## YOUR GOAL
In the records below, find each line containing the word "lane" and copy it.

Saved entries:
____________

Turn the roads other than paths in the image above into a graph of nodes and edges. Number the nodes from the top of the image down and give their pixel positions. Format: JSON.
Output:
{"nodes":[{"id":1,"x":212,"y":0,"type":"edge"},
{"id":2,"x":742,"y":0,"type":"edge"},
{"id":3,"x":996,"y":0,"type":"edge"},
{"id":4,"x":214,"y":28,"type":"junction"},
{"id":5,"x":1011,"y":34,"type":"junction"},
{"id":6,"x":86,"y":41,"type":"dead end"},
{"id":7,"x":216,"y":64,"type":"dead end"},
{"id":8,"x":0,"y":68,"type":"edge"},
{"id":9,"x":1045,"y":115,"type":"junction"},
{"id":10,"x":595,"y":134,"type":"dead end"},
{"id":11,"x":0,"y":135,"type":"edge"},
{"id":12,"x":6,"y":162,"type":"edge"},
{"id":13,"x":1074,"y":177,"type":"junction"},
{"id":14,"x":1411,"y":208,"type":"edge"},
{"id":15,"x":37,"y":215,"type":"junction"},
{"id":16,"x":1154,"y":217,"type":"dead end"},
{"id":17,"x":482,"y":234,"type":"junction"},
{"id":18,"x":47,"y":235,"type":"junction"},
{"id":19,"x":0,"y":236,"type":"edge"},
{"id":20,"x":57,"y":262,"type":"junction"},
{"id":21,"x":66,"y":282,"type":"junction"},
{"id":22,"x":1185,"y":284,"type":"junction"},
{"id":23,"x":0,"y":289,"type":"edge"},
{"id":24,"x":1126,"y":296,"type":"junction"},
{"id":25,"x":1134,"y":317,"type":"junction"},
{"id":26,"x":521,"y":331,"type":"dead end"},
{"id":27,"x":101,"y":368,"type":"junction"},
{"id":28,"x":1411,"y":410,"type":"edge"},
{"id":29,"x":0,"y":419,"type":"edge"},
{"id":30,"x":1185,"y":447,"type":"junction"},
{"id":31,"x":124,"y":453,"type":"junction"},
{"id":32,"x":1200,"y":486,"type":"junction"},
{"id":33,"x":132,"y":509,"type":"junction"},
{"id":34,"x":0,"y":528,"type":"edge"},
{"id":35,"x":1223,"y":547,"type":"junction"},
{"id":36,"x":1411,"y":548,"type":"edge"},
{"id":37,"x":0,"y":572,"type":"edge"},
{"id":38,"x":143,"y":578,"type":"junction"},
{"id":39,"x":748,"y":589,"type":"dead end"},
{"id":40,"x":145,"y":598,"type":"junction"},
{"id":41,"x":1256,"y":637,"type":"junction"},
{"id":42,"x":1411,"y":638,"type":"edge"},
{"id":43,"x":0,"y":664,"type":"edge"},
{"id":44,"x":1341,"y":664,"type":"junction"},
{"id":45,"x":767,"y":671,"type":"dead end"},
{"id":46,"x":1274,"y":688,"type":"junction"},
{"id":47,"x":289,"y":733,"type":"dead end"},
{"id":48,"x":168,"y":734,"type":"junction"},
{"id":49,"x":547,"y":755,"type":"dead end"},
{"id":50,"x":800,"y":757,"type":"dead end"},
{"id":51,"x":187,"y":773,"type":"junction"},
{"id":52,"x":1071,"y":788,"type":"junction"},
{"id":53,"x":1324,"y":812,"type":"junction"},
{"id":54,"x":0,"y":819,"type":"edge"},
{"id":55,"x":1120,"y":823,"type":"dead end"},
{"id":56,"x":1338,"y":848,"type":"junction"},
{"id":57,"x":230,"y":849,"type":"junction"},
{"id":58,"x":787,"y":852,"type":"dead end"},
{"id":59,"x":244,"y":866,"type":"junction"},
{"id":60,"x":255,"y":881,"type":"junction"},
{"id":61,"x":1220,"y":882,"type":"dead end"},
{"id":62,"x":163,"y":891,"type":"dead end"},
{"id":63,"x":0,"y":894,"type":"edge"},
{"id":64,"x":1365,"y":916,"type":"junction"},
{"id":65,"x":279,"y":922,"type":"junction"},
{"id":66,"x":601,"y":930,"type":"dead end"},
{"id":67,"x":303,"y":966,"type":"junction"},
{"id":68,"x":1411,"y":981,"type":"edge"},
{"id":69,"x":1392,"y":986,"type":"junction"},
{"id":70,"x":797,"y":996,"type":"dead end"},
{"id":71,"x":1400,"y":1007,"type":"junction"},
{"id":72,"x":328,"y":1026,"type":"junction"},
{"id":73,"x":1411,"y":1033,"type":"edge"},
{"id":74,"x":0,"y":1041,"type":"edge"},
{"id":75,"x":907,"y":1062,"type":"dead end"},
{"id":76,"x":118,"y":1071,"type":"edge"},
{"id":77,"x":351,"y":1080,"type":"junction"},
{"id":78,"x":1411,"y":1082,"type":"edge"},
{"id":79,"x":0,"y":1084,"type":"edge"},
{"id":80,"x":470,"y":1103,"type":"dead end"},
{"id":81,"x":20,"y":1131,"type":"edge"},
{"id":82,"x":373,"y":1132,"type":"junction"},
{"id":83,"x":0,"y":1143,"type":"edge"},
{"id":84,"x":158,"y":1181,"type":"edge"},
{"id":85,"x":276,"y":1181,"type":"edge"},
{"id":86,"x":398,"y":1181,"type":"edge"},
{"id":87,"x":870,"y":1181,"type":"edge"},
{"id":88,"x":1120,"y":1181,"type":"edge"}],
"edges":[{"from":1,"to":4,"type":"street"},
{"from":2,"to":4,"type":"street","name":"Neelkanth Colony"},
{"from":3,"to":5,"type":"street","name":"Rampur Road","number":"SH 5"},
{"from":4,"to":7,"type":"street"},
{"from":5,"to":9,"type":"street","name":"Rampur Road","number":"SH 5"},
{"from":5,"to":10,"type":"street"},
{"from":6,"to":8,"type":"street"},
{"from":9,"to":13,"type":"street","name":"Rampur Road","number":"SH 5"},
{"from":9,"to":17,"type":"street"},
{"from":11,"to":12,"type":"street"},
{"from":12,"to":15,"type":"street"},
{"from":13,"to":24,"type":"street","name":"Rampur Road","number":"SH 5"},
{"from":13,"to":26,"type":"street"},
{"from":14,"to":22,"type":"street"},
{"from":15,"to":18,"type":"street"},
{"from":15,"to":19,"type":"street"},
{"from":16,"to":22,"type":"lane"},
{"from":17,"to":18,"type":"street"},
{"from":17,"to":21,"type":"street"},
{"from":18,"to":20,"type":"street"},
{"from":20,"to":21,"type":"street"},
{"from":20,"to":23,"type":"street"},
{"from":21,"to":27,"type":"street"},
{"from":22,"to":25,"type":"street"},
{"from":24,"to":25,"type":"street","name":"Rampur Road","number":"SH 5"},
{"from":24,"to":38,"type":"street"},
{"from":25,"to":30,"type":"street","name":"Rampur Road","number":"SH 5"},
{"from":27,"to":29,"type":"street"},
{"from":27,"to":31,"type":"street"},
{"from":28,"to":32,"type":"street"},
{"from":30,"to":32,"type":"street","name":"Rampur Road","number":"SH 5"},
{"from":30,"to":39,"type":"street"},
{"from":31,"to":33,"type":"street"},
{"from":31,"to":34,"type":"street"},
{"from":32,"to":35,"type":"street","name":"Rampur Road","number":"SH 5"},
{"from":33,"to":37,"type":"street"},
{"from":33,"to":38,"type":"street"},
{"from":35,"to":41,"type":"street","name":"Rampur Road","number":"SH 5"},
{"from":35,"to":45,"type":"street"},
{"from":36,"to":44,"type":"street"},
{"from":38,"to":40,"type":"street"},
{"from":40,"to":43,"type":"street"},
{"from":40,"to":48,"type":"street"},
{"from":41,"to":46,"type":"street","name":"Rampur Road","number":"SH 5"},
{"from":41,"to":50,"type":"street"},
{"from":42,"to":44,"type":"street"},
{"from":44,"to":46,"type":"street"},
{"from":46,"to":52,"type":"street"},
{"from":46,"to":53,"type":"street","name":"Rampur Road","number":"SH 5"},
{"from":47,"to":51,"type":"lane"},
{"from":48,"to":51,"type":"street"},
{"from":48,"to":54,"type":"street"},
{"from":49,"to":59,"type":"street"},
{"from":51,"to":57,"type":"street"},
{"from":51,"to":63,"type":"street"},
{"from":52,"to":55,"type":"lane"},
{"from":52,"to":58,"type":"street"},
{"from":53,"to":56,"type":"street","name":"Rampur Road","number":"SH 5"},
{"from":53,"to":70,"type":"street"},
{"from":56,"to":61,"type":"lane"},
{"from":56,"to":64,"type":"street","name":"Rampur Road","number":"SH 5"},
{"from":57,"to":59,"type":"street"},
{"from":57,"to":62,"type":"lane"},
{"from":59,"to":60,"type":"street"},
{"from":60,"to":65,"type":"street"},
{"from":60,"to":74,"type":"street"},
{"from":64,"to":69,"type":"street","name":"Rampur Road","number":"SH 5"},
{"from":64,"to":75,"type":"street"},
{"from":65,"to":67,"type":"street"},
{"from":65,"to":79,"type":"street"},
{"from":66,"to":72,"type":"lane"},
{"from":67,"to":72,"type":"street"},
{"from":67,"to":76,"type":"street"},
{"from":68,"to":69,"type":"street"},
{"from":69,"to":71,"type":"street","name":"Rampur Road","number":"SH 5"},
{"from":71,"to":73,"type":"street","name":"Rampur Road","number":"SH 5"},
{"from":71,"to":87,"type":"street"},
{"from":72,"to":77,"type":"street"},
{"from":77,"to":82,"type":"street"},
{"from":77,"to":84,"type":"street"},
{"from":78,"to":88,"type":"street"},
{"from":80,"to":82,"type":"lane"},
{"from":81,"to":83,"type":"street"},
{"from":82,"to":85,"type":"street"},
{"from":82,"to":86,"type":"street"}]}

____________

## EXERCISE RESPONSE
{"from":16,"to":22,"type":"lane"},
{"from":47,"to":51,"type":"lane"},
{"from":52,"to":55,"type":"lane"},
{"from":56,"to":61,"type":"lane"},
{"from":57,"to":62,"type":"lane"},
{"from":66,"to":72,"type":"lane"},
{"from":80,"to":82,"type":"lane"},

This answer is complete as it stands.